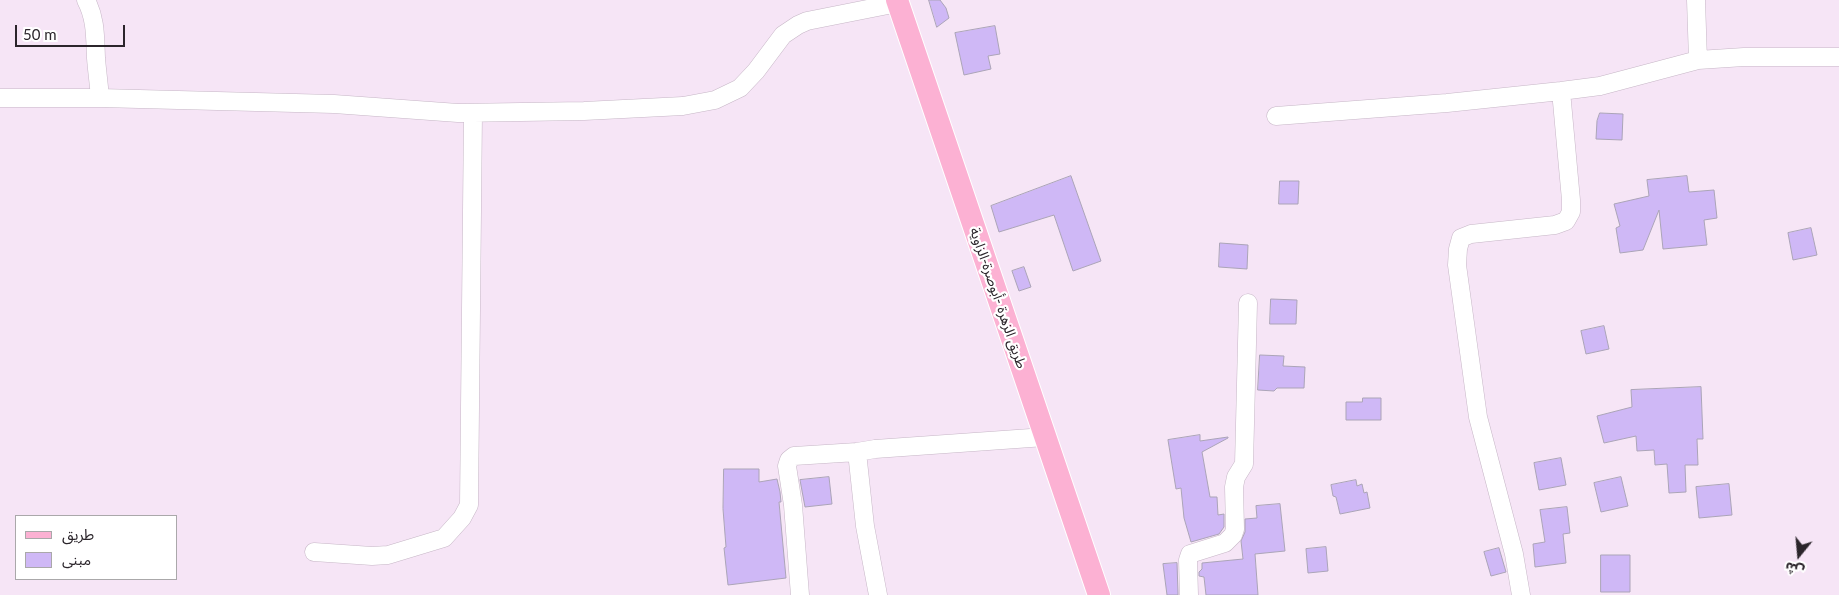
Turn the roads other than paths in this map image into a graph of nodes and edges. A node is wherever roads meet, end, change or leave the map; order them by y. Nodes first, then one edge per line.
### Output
1 (1696, 0) edge
2 (86, 1) edge
3 (898, 2) edge
4 (1839, 57) edge
5 (1698, 60) junction
6 (1561, 91) junction
7 (0, 98) edge
8 (100, 98) junction
9 (474, 113) junction
10 (1276, 116) dead end
11 (1248, 303) dead end
12 (1044, 437) junction
13 (857, 452) junction
14 (314, 552) dead end
15 (800, 595) edge
16 (878, 595) edge
17 (1099, 595) edge
18 (1189, 595) edge
19 (1521, 595) edge

1 - 5 street
2 - 8 street
3 - 9 street
3 - 12 main road, طريق الزهرة -أبوصرة-الزاوية
4 - 5 street
5 - 6 street
6 - 10 street
6 - 19 street
7 - 8 street
8 - 9 street
9 - 14 street
11 - 18 street
12 - 13 street
12 - 17 main road, طريق الزهرة -أبوصرة-الزاوية
13 - 15 street
13 - 16 street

━━━

# WHAT IS EXPECTED:
The listing must be repeated word for word, and none of its pictures may appear in the copy.

# OUTPUT FOR THIS TASK:
Turn the roads other than paths in this map image into a graph of nodes and edges. A node is wherever roads meet, end, change or leave the map; order them by y. Nodes first, then one edge per line.
### Output
1 (1696, 0) edge
2 (86, 1) edge
3 (898, 2) edge
4 (1839, 57) edge
5 (1698, 60) junction
6 (1561, 91) junction
7 (0, 98) edge
8 (100, 98) junction
9 (474, 113) junction
10 (1276, 116) dead end
11 (1248, 303) dead end
12 (1044, 437) junction
13 (857, 452) junction
14 (314, 552) dead end
15 (800, 595) edge
16 (878, 595) edge
17 (1099, 595) edge
18 (1189, 595) edge
19 (1521, 595) edge

1 - 5 street
2 - 8 street
3 - 9 street
3 - 12 main road, طريق الزهرة -أبوصرة-الزاوية
4 - 5 street
5 - 6 street
6 - 10 street
6 - 19 street
7 - 8 street
8 - 9 street
9 - 14 street
11 - 18 street
12 - 13 street
12 - 17 main road, طريق الزهرة -أبوصرة-الزاوية
13 - 15 street
13 - 16 street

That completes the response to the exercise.